Fewkes, Vladimir
Vladimir Jaroslav Fewkes was born to a prominent family in Nymburk, Czechoslovakia on March 23, 1901. He arrived in Philadelphia in 1921. He spent ten months with two families, doing domestic work and learning English. Within a few years, he mastered English without a trace of accent, and was said to have had a scientific knowledge of fifteen European languages and a conversational knowledge of twelve. He paid his way through the University of Pennsylvania by working in hotels, clubs, and cafés. The Wharton School awarded Fewkes a Bachelor of Science degree in 1926; he then went on to achieve a Master of Arts degree in Anthropology in 1928 and a Doctor of Philosophy degree in 1930. During most of his five years of graduate study, he was an Assistant or Instructor in the Anthropology department, and thereafter a research associate in the University Museum. Between 1927-1937, he studied extensively the archaeology of Central Europe, using the earlier results as a basis for his dissertation. In 1927 he was named fellow at the American School for Prehistoric Research, and in 1928-1929 he did special work at Charles University in Prague. During the summer seasons of 1929-1931 he conducted a joint expedition in the Danube Valley for the University Museum and Harvard’s Peabody Museum, mostly at a late Neolithic village (dated circa 2000 B.C.) called Homolka. In 1931, he did archaeological reconnaissance of Yugoslavia, and in 1932 he headed the joint expedition of the Peabody Museum, the American School of Prehistoric Research, and the Fogg Museum of Art to Serbia. There he helped unearth painted pottery at Starčevo, a site belonging to the earliest farming and pottery-making phase of the Eastern European Neolithic dating back to the fourth millenium B.C. Until 1937 he was associate with the Peabody Museum, working on material obtained on expeditions to Central Europe. He was also associated with the American School of Prehistoric Research: as Associate Director from 1932-1937 and as Acting Director in 1938. During these years he directed its summer school at his excavations in Central Europe.
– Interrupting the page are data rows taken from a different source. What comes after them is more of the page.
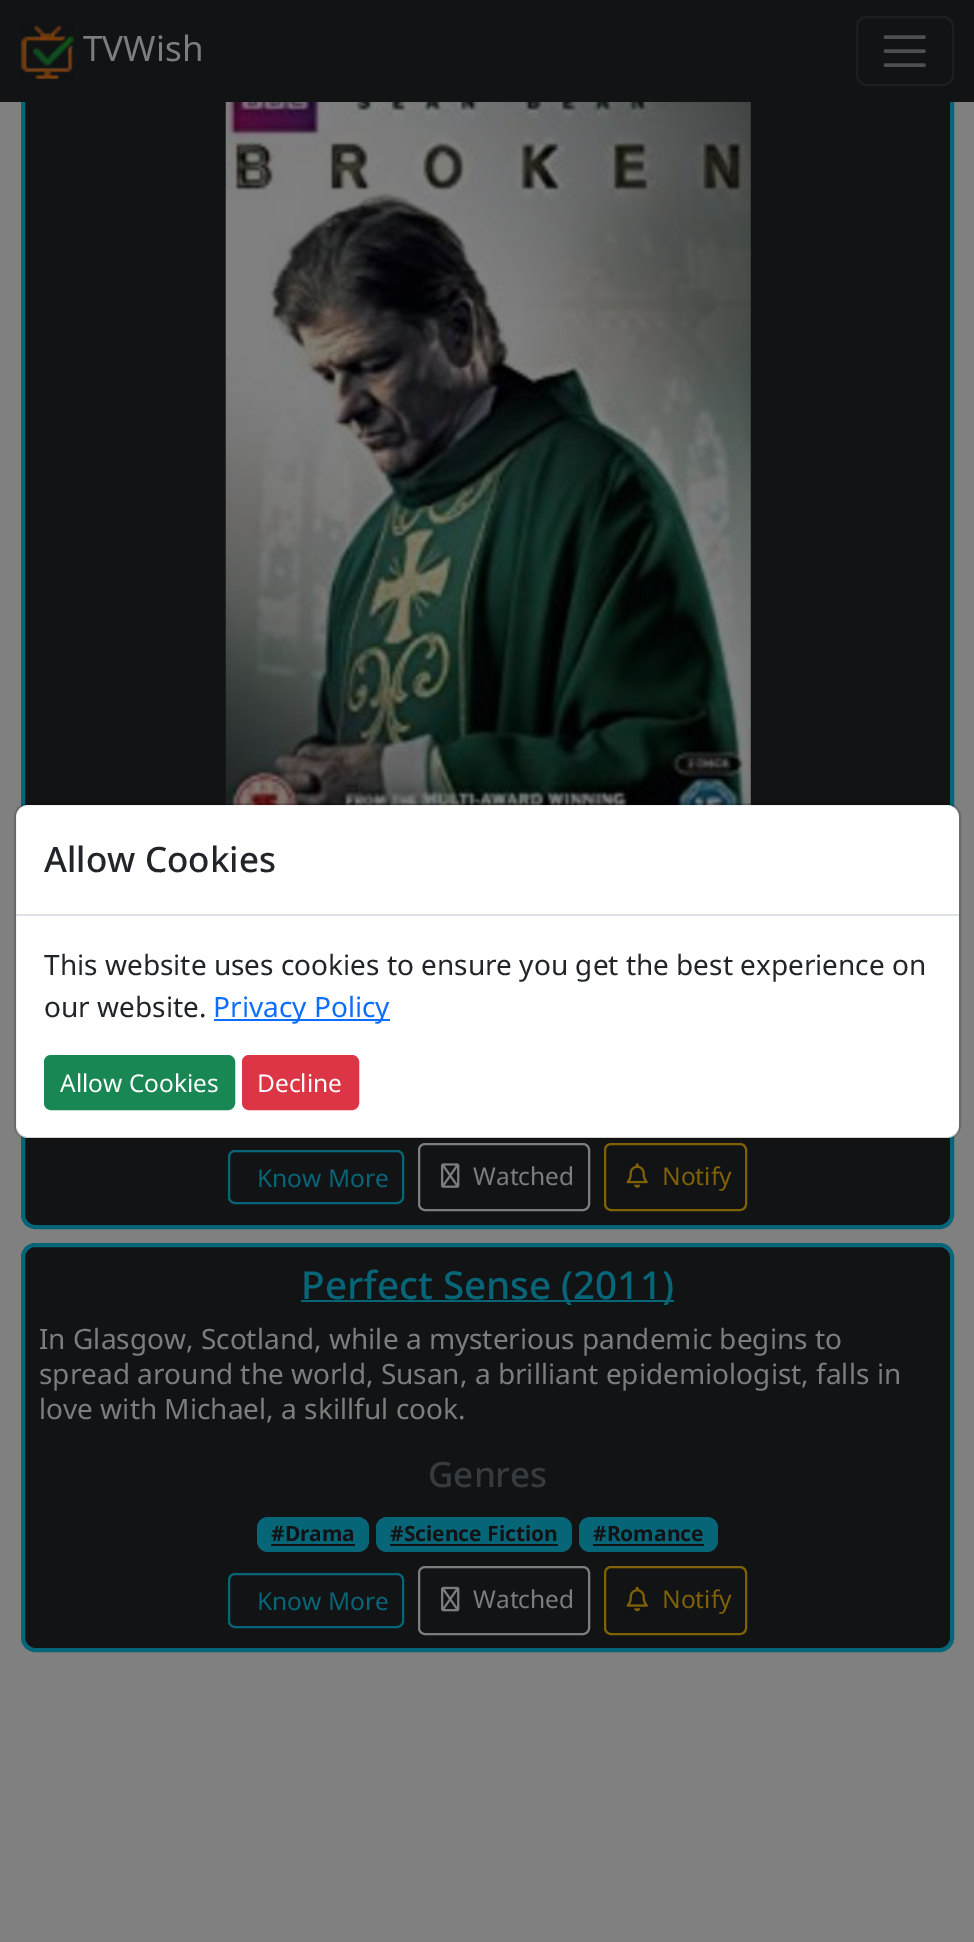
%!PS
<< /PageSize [974 1942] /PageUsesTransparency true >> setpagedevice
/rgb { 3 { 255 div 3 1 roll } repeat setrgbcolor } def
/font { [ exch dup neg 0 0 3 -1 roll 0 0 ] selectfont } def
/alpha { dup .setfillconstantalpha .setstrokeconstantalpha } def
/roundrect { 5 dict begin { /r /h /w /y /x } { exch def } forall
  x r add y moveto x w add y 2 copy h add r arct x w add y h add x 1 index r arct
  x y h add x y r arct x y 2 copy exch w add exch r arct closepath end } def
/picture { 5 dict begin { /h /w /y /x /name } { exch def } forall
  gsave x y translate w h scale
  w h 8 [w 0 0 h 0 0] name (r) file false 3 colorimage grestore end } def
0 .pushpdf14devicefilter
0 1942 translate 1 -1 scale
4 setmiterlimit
128 128 128 rgb
0 0 974 1942 rectfill
17 19 21 rgb
23 70 929 1157 12 roundrect gsave fill grestore
7 101 120 rgb
4 setlinewidth
stroke
17 19 21 rgb
0 0 974 102 rectfill
(img/1.rgb) 21 25 53 54 picture
28 30 31 rgb
2 setlinewidth
857 17 96 68 10 roundrect stroke
78 79 80 rgb
3.5 setlinewidth
1 setlinecap
885.5 37 moveto 924 37 lineto 885.5 51 moveto 924 51 lineto 885.5 65 moveto 924 65 lineto stroke
255 255 255 rgb
16 805 943 333 12 roundrect fill
(img/2.rgb) 225 102 526 703 picture
0.18 alpha
0 0 0 rgb
2 setlinewidth
0 setlinecap
15 804 945 334 13 roundrect stroke
1 alpha
222 226 230 rgb
16 914 943 2 rectfill
13 110 253 rgb
214 1019 176 2 rectfill
25 135 84 rgb
45 1056 189 53 6 roundrect gsave fill grestore
stroke
220 53 69 rgb
243 1056 115 53 6 roundrect gsave fill grestore
stroke
7 101 120 rgb
229 1151 174 52 6 roundrect stroke
124 125 125 rgb
419 1144 170 66 6 roundrect stroke
(img/3.rgb) 441 1163 19 25 picture
128 97 4 rgb
605 1144 141 66 6 roundrect stroke
(img/4.rgb) 626 1163 22 25 picture
17 19 21 rgb
23 1245 929 405 12 roundrect gsave fill grestore
7 101 120 rgb
4 setlinewidth
stroke
301 1300 373 2 rectfill
257 1517 112 35 11 roundrect fill
17 19 21 rgb
271 1544 84 2 rectfill
7 101 120 rgb
376 1517 196 35 11 roundrect fill
17 19 21 rgb
390 1544 168 2 rectfill
7 101 120 rgb
579 1517 139 35 11 roundrect fill
17 19 21 rgb
593 1544 111 2 rectfill
7 101 120 rgb
2 setlinewidth
229 1574 174 53 6 roundrect stroke
124 125 125 rgb
419 1567 170 67 6 roundrect stroke
(img/5.rgb) 441 1586 19 26 picture
128 97 4 rgb
605 1567 141 67 6 roundrect stroke
(img/6.rgb) 626 1586 22 26 picture
/NotoSans-Regular 35 font
124 125 125 rgb
83 61 moveto (TVWish) show
/NotoSans-Medium 35 font
33 37 41 rgb
44 872 moveto (Allow Cookies) show
/NotoSans-Regular 28 font
44 975 moveto (This website uses cookies to ensure you get the best experience on) show
44 1017 moveto (our website.) show
13 110 253 rgb
213 1017 moveto (Privacy Policy) show
/NotoSans-Regular 24.5 font
255 255 255 rgb
60 1092 moveto (Allow Cookies) show
257 1092 moveto (Decline) show
7 101 120 rgb
257 1187 moveto (Know More) show
124 125 125 rgb
473 1185 moveto (Watched) show
128 97 4 rgb
662 1185 moveto (Notify) show
/NotoSans-Medium 38.6 font
7 101 120 rgb
301 1299 moveto (Perfect Sense \(2011\)) show
/NotoSans-Regular 28 font
124 125 125 rgb
[
  [(In Glasgow, Scotland, while a mysterious pandemic begins to) 39 1349]
  [(spread around the world, Susan, a brilliant epidemiologist, falls in) 39 1384]
  [(love with Michael, a skillful cook.) 39 1419]
] { aload pop moveto show } forall
/NotoSans-Medium 35 font
54 59 63 rgb
428 1487 moveto (Genres) show
/NotoSans-Bold 21 font
17 19 21 rgb
[
  [(#Drama) 271 1541]
  [(#Science Fiction) 390 1541]
  [(#Romance) 593 1541]
] { aload pop moveto show } forall
/NotoSans-Regular 24.5 font
7 101 120 rgb
257 1610 moveto (Know More) show
124 125 125 rgb
473 1608 moveto (Watched) show
128 97 4 rgb
662 1608 moveto (Notify) show
.poppdf14devicefilter showpage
From the very beginning of Fewkes’s career in anthropological study he became interested in the problems of American archaeology. In 1929 he began cataloguing and revising archaeological collections in the New Jersey State Museum in preparation to open a new museum building. Despite his short stay of only a few months, Fewkes was undoubtedly the inspiration for the New Jersey Works Progress Administration (WPA) Indian Site Survey Project as well as the formation of the Archaeological Society of New Jersey. From 1937-1938, he superintended excavations at Irene Mound near Savannah, Georgia, a WPA project sponsored by the Savannah Chamber of Commerce. In 1938, he returned to Philadelphia to supervise a WPA project at the University Museum, where at first he was responsible for bibliographical research in ceramics, but later took over the ceramic technology laboratory, where he could focus on the technological problems that had always been his main interest (see separate finding aid for the records of the WPA-sponsored ceramics technology laboratory). In his later years he specialized in ceramic technology in which he performed long series of experiments and researches into the technical and chemical problems of pottery making, particularly in Catawba (which he wrote about in “Catawba Pottery Making”). Fewkes also held the distinguished position of chairman of the Committee on Ceramic Terminology and Classification (in the Society of American Archaeology).